There is a tight relationship between the role we play as a place of public purpose and service and the responsibility we have to foster the personal and intellectual development of our students. In both matters, we are talking about adding value. In the former role, we identify public concerns, contribute to the public good, and demonstrate the value of those contributions to several stakeholders in our endeavors, including the legislature and taxpayers. Regarding the latter role, we aim to prepare our students to be better citizens and more effective contributors to society as a result of their time with us.

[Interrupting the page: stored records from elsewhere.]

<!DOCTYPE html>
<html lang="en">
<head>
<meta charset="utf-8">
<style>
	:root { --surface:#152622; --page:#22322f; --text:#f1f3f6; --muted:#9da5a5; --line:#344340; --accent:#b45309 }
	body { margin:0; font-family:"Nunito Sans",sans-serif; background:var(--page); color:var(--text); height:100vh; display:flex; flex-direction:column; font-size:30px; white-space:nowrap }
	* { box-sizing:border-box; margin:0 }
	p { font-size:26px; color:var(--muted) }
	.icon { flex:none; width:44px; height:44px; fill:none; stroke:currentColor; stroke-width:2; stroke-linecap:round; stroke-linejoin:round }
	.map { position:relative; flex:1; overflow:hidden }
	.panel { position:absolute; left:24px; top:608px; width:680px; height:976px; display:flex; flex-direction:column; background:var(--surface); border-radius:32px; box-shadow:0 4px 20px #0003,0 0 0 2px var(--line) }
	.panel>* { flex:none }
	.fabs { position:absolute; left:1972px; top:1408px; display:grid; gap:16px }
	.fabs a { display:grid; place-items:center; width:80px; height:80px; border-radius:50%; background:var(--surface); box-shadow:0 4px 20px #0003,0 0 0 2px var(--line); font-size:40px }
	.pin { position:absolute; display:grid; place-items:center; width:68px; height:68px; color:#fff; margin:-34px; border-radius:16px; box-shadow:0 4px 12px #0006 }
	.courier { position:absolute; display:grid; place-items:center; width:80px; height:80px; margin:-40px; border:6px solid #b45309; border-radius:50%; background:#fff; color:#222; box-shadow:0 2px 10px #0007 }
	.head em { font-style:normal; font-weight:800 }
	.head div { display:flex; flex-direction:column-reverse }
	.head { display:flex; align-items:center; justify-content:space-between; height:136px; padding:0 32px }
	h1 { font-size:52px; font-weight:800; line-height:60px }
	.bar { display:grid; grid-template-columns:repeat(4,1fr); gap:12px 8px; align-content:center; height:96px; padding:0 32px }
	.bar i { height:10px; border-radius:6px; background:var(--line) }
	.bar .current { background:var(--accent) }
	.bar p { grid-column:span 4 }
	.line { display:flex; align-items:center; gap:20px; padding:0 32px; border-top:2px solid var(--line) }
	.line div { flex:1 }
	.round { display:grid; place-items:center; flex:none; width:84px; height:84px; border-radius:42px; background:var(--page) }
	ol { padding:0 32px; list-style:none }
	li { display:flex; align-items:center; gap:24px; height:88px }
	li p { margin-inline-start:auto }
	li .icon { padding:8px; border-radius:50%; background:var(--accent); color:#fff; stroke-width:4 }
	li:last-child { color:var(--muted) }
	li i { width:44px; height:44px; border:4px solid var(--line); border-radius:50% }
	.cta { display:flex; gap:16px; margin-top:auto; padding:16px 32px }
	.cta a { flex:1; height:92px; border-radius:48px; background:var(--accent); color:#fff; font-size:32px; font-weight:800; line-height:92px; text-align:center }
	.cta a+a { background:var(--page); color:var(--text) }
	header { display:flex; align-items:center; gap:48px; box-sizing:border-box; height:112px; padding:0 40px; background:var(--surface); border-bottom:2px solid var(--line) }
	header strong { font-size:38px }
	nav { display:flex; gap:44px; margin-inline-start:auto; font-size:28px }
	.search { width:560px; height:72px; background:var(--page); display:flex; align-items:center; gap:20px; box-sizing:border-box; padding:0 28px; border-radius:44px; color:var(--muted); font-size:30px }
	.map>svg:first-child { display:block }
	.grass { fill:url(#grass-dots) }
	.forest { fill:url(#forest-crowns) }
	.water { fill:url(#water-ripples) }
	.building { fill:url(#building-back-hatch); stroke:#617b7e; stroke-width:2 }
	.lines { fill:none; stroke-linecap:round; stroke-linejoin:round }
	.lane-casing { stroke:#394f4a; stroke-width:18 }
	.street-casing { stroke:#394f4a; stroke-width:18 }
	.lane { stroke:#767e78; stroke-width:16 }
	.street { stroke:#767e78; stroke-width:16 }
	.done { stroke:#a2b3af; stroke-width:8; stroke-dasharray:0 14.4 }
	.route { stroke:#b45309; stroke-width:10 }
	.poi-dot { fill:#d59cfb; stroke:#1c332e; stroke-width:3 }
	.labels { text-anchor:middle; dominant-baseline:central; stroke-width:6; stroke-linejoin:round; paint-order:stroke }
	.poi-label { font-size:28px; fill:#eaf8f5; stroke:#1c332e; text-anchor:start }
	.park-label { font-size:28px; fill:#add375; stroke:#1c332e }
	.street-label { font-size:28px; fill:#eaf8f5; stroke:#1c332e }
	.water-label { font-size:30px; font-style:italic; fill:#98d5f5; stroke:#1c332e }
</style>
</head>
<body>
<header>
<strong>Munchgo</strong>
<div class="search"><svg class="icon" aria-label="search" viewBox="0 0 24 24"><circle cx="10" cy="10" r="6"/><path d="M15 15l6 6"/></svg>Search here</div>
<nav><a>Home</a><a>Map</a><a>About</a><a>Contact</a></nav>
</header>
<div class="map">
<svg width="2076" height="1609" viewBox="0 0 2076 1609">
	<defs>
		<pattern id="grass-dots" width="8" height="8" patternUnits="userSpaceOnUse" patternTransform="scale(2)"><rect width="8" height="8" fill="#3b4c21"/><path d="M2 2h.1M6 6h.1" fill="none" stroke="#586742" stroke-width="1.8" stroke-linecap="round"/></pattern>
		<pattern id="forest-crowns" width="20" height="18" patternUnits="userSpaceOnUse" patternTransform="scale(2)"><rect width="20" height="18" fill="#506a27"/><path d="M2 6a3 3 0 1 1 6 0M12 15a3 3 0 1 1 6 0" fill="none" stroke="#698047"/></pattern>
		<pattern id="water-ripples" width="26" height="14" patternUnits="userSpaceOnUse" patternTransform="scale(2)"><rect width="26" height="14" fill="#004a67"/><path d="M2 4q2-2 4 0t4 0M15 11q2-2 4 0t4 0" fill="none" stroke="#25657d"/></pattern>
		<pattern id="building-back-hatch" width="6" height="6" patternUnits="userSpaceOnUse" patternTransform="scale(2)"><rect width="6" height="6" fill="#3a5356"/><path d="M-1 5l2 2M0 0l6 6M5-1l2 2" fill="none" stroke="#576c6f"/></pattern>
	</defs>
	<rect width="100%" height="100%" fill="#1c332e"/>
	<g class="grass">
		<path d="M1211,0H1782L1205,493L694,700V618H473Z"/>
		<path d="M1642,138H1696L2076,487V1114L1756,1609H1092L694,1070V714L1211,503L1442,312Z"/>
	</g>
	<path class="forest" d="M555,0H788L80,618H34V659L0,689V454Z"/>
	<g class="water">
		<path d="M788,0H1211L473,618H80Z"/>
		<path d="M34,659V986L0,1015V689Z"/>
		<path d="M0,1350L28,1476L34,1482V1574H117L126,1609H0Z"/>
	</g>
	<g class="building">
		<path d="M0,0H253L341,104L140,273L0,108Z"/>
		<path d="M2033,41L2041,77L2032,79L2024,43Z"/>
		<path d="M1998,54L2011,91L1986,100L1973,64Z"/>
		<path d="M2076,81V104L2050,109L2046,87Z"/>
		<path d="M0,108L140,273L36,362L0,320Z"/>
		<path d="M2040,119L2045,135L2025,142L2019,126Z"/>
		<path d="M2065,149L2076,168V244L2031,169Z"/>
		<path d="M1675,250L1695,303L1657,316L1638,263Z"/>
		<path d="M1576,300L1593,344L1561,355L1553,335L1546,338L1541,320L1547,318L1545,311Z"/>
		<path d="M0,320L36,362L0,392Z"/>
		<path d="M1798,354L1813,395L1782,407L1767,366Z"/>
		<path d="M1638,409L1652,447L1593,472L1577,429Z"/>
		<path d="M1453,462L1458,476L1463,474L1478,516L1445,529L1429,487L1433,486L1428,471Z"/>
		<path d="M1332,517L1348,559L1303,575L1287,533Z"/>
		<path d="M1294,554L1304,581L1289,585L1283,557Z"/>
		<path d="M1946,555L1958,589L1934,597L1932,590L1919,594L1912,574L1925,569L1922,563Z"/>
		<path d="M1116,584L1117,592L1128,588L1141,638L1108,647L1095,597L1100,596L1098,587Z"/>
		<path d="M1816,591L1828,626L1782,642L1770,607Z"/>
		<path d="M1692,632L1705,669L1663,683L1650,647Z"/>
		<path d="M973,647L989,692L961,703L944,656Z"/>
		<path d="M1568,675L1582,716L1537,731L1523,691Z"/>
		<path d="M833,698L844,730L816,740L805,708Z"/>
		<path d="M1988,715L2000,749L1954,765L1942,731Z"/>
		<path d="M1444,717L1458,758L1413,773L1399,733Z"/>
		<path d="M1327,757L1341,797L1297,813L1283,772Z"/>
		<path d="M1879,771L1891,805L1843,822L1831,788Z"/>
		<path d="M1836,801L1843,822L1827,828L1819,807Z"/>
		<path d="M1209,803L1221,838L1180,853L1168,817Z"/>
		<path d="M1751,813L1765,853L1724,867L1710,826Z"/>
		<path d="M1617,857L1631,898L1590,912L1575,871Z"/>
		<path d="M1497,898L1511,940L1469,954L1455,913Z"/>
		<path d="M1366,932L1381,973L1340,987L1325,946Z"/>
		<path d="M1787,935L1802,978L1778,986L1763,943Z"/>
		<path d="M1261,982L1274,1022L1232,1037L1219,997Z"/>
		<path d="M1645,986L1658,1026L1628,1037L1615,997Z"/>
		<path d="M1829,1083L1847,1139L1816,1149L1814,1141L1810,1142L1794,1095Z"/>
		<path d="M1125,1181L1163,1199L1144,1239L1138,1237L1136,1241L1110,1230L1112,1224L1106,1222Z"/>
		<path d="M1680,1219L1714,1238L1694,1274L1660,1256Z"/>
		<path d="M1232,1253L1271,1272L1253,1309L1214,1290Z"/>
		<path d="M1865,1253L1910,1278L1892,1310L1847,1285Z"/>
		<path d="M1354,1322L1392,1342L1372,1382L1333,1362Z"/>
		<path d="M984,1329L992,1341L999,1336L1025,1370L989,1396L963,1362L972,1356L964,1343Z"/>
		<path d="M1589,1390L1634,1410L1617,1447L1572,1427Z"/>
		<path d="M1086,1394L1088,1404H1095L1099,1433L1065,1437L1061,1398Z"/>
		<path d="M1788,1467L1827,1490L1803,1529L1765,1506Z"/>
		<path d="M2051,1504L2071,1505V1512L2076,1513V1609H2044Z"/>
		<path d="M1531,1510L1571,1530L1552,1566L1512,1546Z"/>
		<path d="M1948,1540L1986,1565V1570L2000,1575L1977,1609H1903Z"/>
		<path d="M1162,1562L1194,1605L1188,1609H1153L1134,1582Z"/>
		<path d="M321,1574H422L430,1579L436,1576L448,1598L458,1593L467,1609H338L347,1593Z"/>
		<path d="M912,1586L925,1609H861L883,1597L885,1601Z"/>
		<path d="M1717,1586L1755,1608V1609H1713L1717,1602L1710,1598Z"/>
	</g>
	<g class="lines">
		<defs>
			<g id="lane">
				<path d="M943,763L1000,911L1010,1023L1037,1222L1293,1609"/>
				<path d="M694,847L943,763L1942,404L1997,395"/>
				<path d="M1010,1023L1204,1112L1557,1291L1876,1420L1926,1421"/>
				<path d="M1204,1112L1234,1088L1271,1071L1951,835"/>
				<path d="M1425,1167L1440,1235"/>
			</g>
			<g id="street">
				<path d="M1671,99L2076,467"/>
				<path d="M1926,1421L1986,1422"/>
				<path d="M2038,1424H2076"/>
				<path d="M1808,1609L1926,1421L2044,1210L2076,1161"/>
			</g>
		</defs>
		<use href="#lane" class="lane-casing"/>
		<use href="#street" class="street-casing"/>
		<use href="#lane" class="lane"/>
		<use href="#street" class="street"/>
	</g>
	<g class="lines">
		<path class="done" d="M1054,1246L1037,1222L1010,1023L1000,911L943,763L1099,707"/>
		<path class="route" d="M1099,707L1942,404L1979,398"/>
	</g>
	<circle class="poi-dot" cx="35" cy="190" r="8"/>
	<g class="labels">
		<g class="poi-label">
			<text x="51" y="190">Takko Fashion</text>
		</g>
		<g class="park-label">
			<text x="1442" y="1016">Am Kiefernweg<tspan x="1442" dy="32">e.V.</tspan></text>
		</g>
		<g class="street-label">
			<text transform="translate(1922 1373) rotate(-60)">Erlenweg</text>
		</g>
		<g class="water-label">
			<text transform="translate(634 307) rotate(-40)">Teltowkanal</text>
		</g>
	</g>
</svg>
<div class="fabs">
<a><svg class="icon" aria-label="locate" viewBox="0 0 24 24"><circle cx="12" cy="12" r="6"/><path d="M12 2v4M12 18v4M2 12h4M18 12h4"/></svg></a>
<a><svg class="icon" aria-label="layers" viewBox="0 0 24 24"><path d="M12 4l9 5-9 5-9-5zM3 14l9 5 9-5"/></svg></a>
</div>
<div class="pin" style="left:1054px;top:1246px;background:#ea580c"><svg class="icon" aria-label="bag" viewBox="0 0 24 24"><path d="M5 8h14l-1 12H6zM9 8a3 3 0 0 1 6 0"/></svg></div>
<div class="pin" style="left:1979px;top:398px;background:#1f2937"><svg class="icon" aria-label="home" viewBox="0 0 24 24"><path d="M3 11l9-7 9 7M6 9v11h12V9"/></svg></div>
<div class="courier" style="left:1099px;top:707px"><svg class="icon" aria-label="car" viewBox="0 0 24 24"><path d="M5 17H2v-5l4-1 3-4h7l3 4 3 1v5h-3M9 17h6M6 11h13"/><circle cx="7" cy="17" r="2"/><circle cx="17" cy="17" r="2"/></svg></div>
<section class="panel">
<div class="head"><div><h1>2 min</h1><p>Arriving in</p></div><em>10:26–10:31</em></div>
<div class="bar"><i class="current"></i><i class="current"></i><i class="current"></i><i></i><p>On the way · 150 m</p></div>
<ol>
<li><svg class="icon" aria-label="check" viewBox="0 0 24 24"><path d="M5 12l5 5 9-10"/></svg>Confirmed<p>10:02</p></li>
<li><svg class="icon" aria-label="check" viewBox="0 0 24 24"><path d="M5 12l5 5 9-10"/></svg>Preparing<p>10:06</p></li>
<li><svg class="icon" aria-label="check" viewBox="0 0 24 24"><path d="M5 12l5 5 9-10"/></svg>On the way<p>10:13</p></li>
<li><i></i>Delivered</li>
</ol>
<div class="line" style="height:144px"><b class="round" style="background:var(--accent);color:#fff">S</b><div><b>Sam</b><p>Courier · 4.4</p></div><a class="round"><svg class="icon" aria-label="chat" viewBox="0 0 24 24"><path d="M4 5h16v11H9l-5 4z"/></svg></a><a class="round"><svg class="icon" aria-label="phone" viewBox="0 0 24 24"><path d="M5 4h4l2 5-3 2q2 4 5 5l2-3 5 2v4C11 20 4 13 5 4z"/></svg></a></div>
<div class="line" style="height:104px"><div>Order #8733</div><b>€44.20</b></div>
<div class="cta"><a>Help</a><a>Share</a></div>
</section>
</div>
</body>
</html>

Just as we need to be confident in accepting this understanding and clear in articulating it, we must be bold in aligning our actions with these intentions. Our institutional action plan is our Strategic Plan. The draft update to it explicitly underscores the relationship between institutional performance and the values we aim to cultivate in our students. We affirm, for example, the responsibilities of public service through both the obligations we take on as an institution and the work of our faculty, but we also promote the value of service to others as a characteristic to define our students. We do not lack evidence that our students embrace this value. They contribute thousands of hours of service each year through CAVE and CLIC; they have raised funds on campus for Katrina’s victims and journeyed to the Gulf Coast to assist directly with the hurricane recovery efforts; they provide leadership on campus and throughout the CSU on sustainability issues; they demonstrate their generosity through the clean-up of the Sacramento River after the Labor Day float, the local Community Challenge for the Boys and Girls Club of Chico, the national Up ’til Dawn campaign for children’s cancer research at St. Jude’s, and so many other less visible expressions of altruism and good citizenship. No, the service record of our students does not a national sample make. But those who doubt the place of service in the value hierarchy of students in our nation’s colleges and universities should come to Chico.
Can we do the same with other institutional values, like those related to diversity, environmental stewardship, and civic engagement? Yes, we can—if we truly support those values—create expectations regarding them, align them with a strong sense of public purpose, and include them among those outcomes that indicate institutional success. In other words, a measurement of our quality is as much student learning relative to the competitiveness of our graduates in a global economy as it is the development of attributes and attitudes that enable our alumni to contribute to the health and well-being of their communities.
Shifting a focus from inputs (e.g., GPAs and SATs of students, selectivity indices, and transfer rates) to outputs (e.g., the record of higher education institutions as problem-solvers for society or as cultivators of greater tolerance and independent thinking in students) is a huge undertaking, and our funding formulas and rewards structures are not set up to do this. But we must not shrink from our responsibilities along the lines of the latter, even as we are compelled to pay attention to the former. For, in doing so, we communicate who we are and what we’re about, and this includes the commingling of academic pursuit and public policy in achieving success for individuals, for our economy, and for our democracy.